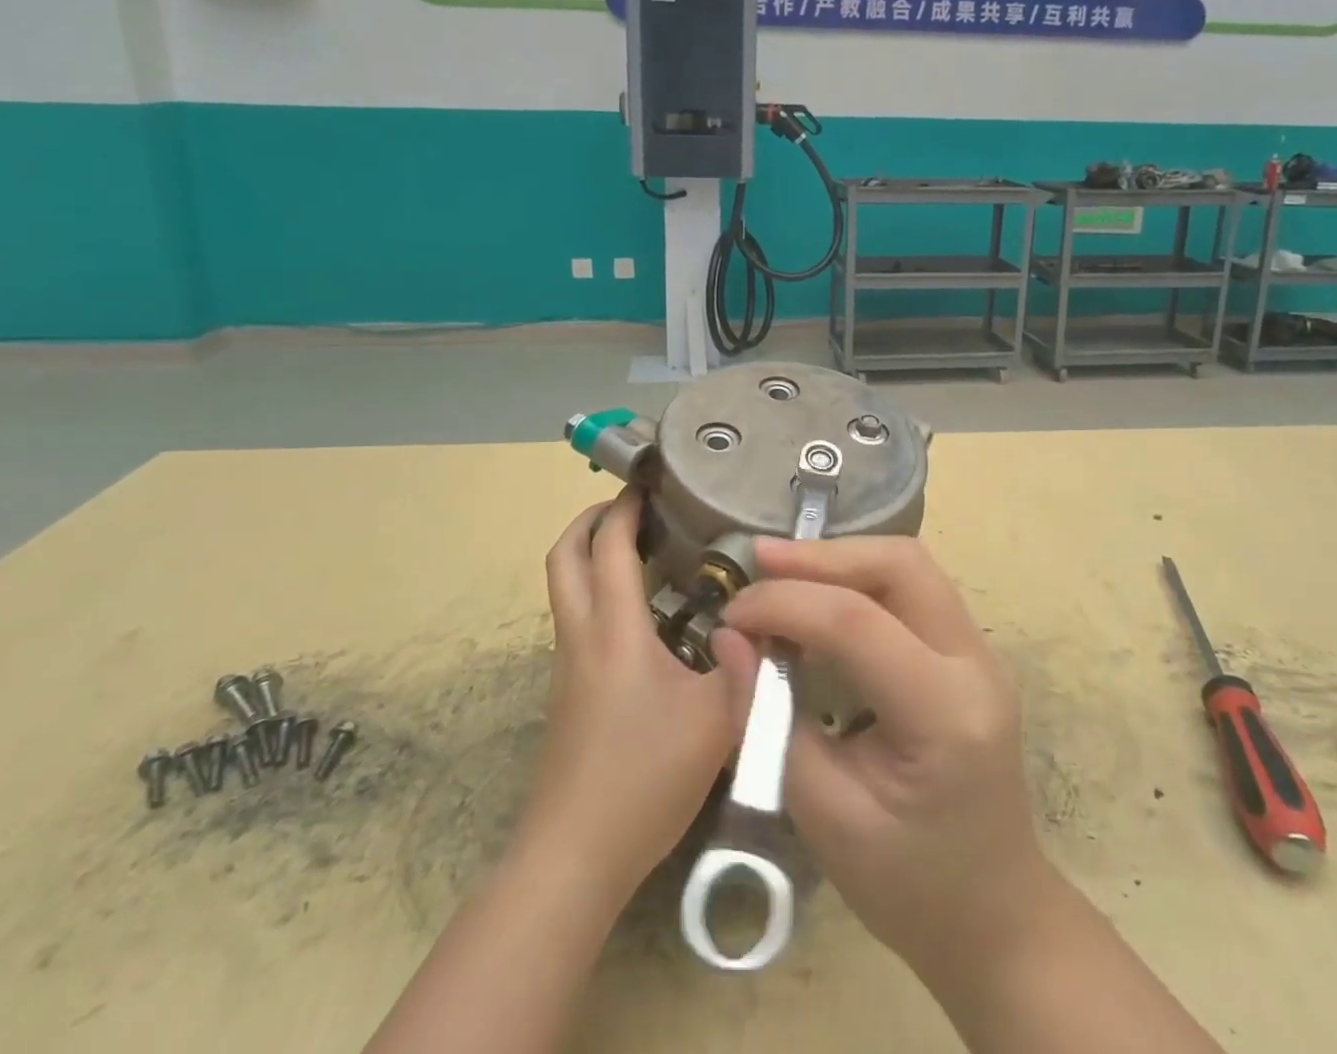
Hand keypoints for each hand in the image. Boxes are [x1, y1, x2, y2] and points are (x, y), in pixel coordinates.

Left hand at [522, 490, 757, 903]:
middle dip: (592, 519)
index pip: (609, 545)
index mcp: (614, 629)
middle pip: (564, 555)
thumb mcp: (719, 720)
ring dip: (593, 554)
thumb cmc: (645, 777)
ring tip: (646, 549)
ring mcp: (567, 664)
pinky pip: (576, 617)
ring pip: (565, 586)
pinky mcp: (567, 690)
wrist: (574, 857)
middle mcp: (581, 635)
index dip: (624, 505)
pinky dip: (599, 590)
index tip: (649, 479)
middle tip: (636, 507)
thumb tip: (772, 619)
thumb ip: (750, 665)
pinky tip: (646, 613)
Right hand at [721, 536, 1050, 978]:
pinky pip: (914, 588)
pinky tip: (821, 595)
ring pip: (910, 566)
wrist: (996, 919)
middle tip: (759, 561)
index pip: (857, 623)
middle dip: (822, 555)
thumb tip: (728, 640)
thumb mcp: (824, 818)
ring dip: (841, 559)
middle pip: (900, 565)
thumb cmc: (909, 887)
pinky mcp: (970, 653)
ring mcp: (981, 653)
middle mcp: (976, 664)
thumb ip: (768, 722)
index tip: (731, 613)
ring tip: (780, 570)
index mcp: (944, 715)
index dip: (784, 604)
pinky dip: (860, 579)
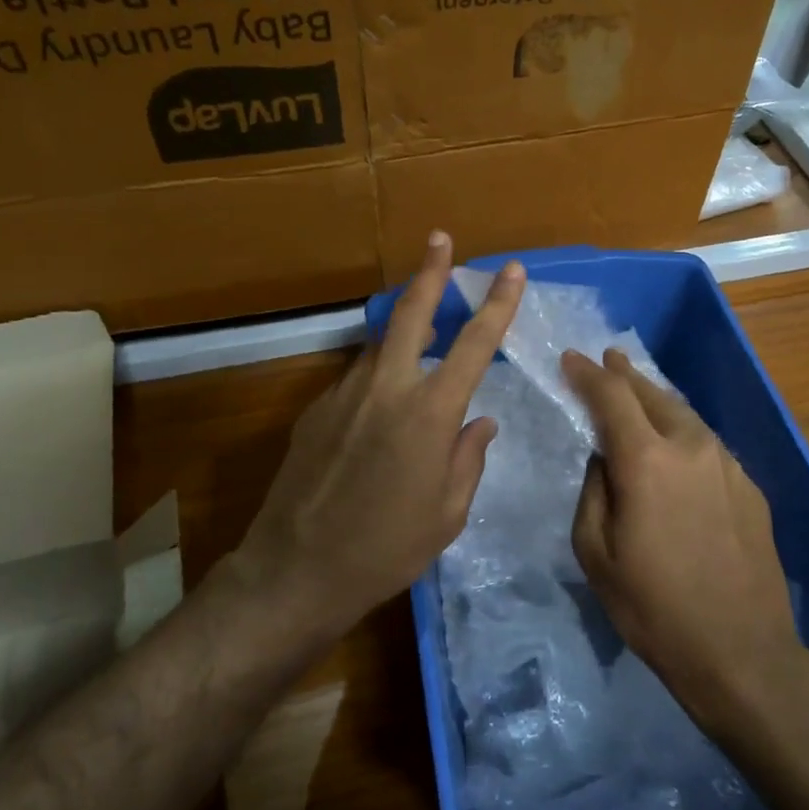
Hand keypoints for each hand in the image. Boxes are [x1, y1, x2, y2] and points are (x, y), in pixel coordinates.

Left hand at [235, 232, 525, 644]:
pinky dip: (377, 379)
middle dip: (430, 273)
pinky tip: (380, 412)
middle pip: (411, 314)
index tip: (511, 270)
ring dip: (402, 333)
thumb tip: (480, 421)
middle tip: (439, 240)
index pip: (473, 344)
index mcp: (430, 414)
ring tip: (420, 336)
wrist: (297, 569)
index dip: (497, 304)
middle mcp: (386, 389)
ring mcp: (344, 394)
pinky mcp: (315, 410)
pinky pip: (356, 381)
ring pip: (379, 347)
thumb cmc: (387, 549)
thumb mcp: (448, 514)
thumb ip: (468, 458)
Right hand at [562, 348, 804, 732]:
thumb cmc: (653, 608)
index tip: (570, 358)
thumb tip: (605, 458)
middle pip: (653, 394)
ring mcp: (727, 465)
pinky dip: (683, 430)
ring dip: (656, 398)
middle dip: (625, 375)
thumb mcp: (595, 553)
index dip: (587, 374)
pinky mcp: (750, 487)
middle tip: (606, 360)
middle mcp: (690, 448)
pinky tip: (676, 441)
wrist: (741, 652)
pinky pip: (707, 443)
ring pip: (685, 415)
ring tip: (638, 391)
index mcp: (646, 461)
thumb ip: (593, 491)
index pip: (611, 397)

■ **What is needed**
Every line in the listing that holds the string "hand" should be copied out.

■ **Result of this exercise**
Hand keypoints for each hand in the image. Boxes are [x1, y1, x2, y2] and points are (x, y), in pixel coordinates.
Left hand at [522, 490, 757, 903]:
Right hand at [721, 536, 1050, 978]:
Hand keypoints for each hand in the image. Boxes are [x1, y1, x2, y2] and points are (x, y), in pixel coordinates.
Left hand at [235, 232, 525, 644]:
Right hand at [562, 348, 804, 732]:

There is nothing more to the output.